▶ Given information
Segment Open
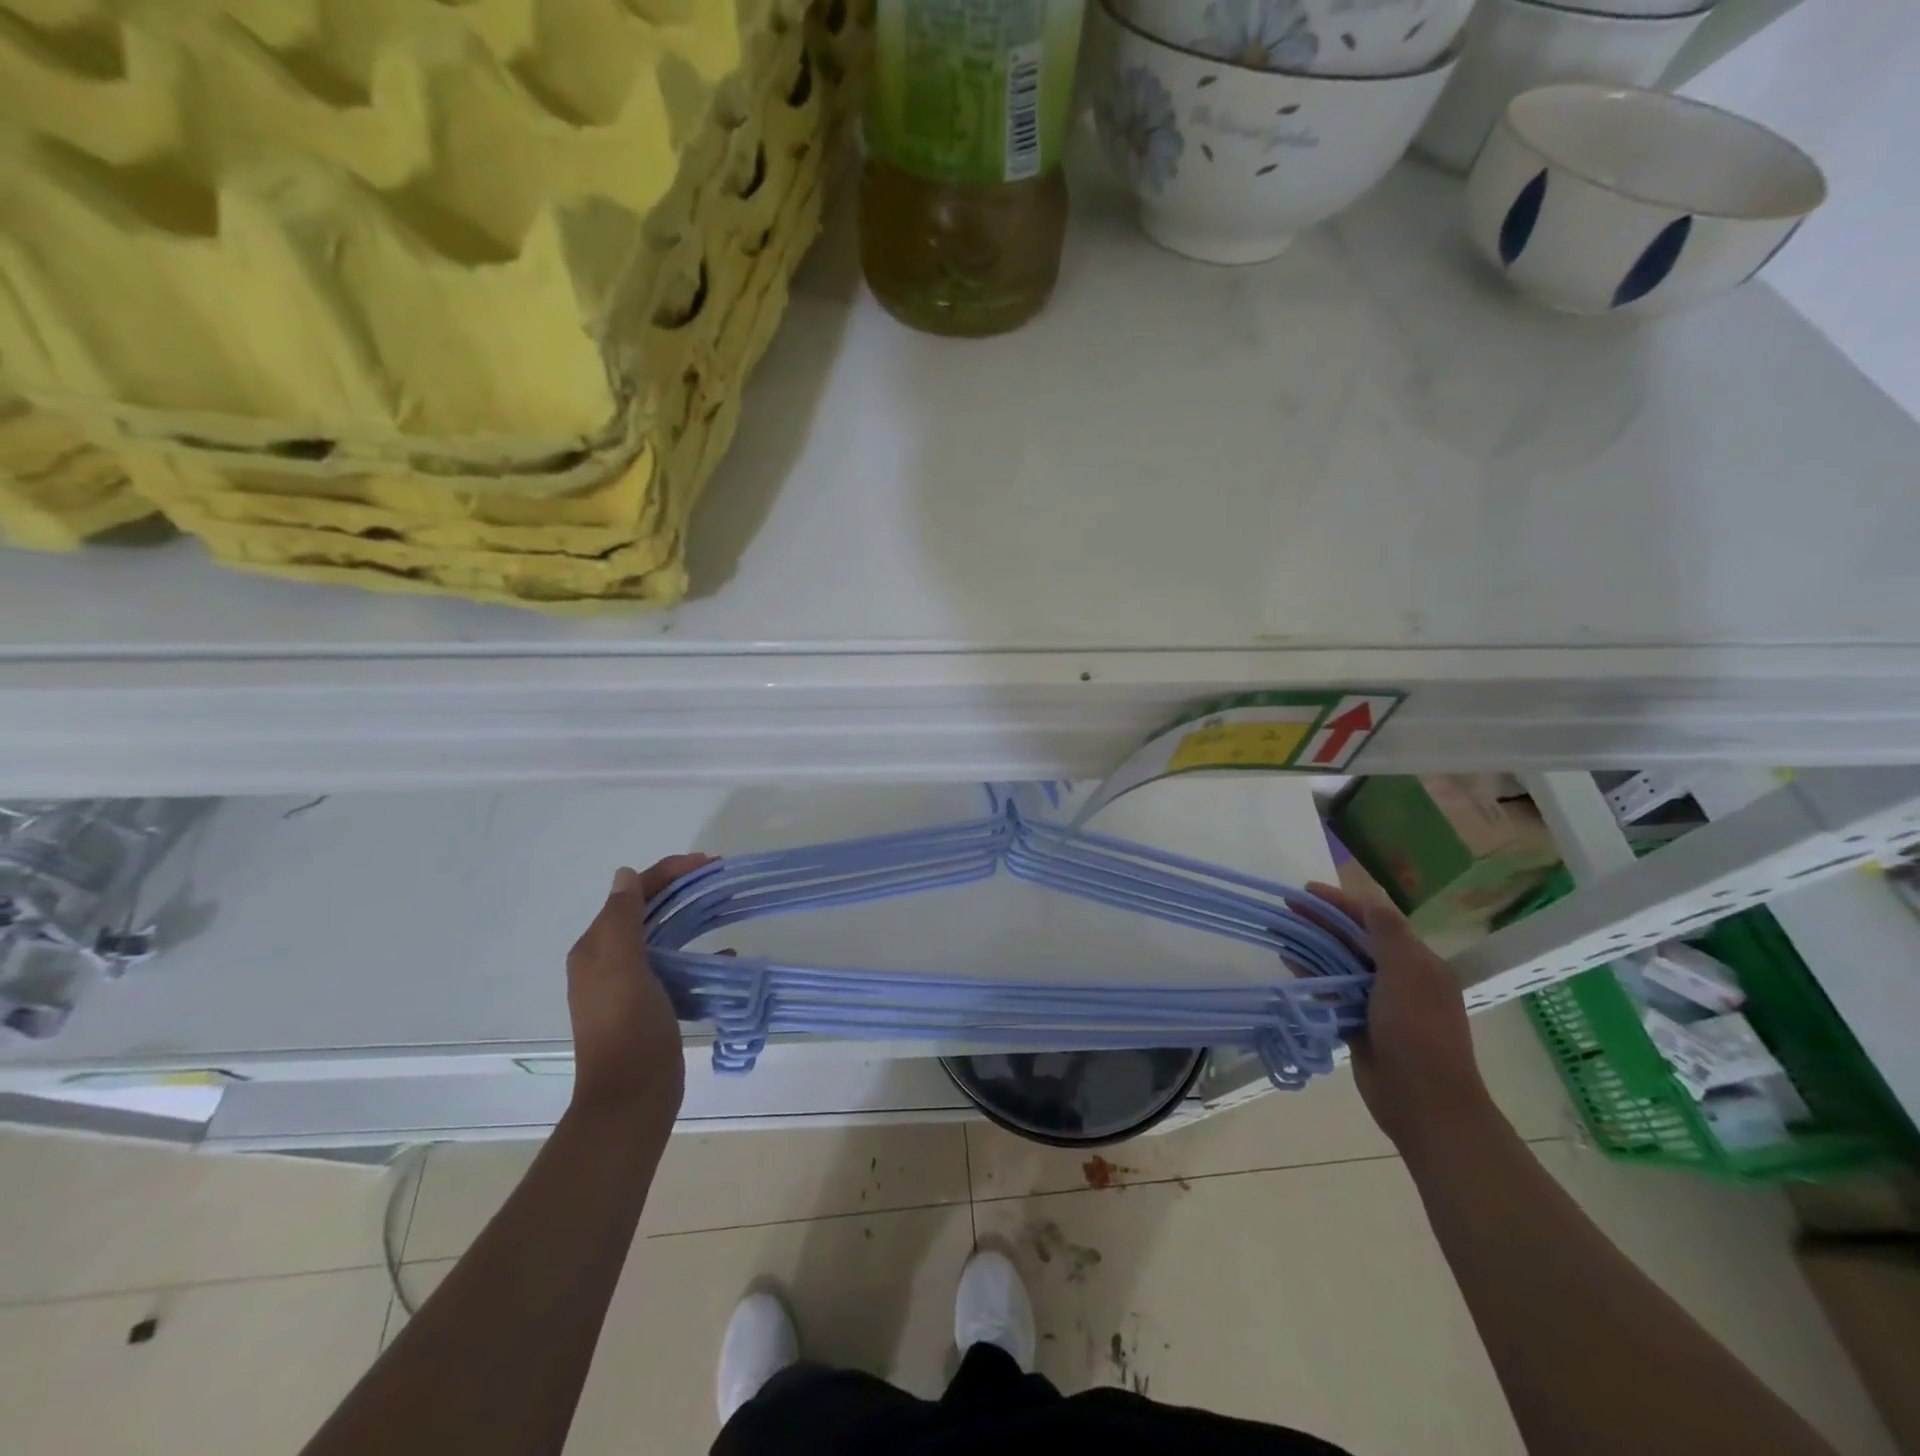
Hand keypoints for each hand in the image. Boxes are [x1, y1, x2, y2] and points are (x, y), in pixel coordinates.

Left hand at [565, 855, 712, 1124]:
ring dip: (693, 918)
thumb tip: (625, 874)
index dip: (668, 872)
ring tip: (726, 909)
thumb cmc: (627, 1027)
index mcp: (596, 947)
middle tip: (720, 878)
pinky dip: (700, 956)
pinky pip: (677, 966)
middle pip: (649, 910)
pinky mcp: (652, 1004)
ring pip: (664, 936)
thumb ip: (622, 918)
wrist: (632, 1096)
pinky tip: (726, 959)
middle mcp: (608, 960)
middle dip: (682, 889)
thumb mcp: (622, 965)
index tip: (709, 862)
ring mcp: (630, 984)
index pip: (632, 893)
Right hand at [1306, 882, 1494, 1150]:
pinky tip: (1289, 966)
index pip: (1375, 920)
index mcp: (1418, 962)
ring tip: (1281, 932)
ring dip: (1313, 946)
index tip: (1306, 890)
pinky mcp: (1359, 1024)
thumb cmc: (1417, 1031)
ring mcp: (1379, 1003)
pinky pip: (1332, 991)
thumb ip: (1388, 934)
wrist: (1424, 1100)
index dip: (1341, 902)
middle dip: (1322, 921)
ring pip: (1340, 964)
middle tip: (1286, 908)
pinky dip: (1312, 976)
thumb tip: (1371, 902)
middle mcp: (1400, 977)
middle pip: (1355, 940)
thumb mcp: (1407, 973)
Segment Closed
Segment Open
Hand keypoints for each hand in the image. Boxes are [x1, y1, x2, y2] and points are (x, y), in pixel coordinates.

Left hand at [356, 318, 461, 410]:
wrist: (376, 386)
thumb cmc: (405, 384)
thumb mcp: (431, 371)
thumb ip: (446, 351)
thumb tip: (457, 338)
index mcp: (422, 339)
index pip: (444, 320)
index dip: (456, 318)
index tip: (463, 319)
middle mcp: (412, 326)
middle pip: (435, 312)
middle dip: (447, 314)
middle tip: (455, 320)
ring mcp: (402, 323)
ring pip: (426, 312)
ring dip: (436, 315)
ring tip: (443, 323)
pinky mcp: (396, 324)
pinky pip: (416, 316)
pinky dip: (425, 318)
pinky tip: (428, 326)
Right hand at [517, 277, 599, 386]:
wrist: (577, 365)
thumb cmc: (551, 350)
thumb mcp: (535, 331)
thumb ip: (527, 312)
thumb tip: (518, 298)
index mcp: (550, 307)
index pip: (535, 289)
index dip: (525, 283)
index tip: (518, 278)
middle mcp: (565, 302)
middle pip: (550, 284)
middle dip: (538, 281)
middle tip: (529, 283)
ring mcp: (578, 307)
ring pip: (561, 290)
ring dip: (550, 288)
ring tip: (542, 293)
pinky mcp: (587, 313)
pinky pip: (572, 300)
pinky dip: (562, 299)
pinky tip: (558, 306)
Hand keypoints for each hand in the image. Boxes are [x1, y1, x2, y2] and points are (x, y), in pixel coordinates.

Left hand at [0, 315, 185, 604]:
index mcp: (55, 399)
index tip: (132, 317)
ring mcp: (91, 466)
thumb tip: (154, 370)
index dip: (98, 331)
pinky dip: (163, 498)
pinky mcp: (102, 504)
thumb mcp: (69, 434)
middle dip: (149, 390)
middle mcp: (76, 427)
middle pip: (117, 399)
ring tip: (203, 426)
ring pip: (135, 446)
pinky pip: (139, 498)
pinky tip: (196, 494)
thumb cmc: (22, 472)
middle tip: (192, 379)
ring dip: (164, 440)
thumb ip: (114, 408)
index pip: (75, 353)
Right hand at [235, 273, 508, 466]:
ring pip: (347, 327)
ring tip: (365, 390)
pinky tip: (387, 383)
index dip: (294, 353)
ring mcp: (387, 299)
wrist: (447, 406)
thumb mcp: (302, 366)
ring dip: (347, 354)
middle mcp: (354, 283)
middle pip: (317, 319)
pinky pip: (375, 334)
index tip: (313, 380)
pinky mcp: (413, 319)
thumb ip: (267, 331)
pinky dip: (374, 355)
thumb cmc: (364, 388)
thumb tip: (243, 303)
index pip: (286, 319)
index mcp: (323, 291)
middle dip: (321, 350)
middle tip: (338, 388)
Segment Closed
▶ To do
Please give back, exactly as it stands above, the stretch from the line with "pinky dip: (700, 956)" through the line with "thumb mcp: (1407, 973)", and no line outside it.

▶ Expected answer
pinky dip: (700, 956)
pinky pip: (677, 966)
middle pip: (649, 910)
pinky mcp: (652, 1004)
ring pip: (664, 936)
thumb ip: (622, 918)
wrist: (632, 1096)
pinky tip: (726, 959)
middle mcp: (608, 960)
middle dip: (682, 889)
thumb mcp: (622, 965)
index tip: (709, 862)
ring mcp: (630, 984)
index pip: (632, 893)
Right hand at [1306, 882, 1494, 1150]:
pinky tip: (1289, 966)
index pip: (1375, 920)
index mcp: (1418, 962)
ring tip: (1281, 932)
ring dip: (1313, 946)
index tip: (1306, 890)
pinky mcp: (1359, 1024)
thumb cmc: (1417, 1031)
ring mcp: (1379, 1003)
pinky pip: (1332, 991)
thumb ip: (1388, 934)
wrist: (1424, 1100)
index dip: (1341, 902)
middle dip: (1322, 921)
ring pip: (1340, 964)
middle tip: (1286, 908)
pinky dip: (1312, 976)
thumb tip: (1371, 902)
middle mcp: (1400, 977)
middle pip: (1355, 940)
thumb mcp: (1407, 973)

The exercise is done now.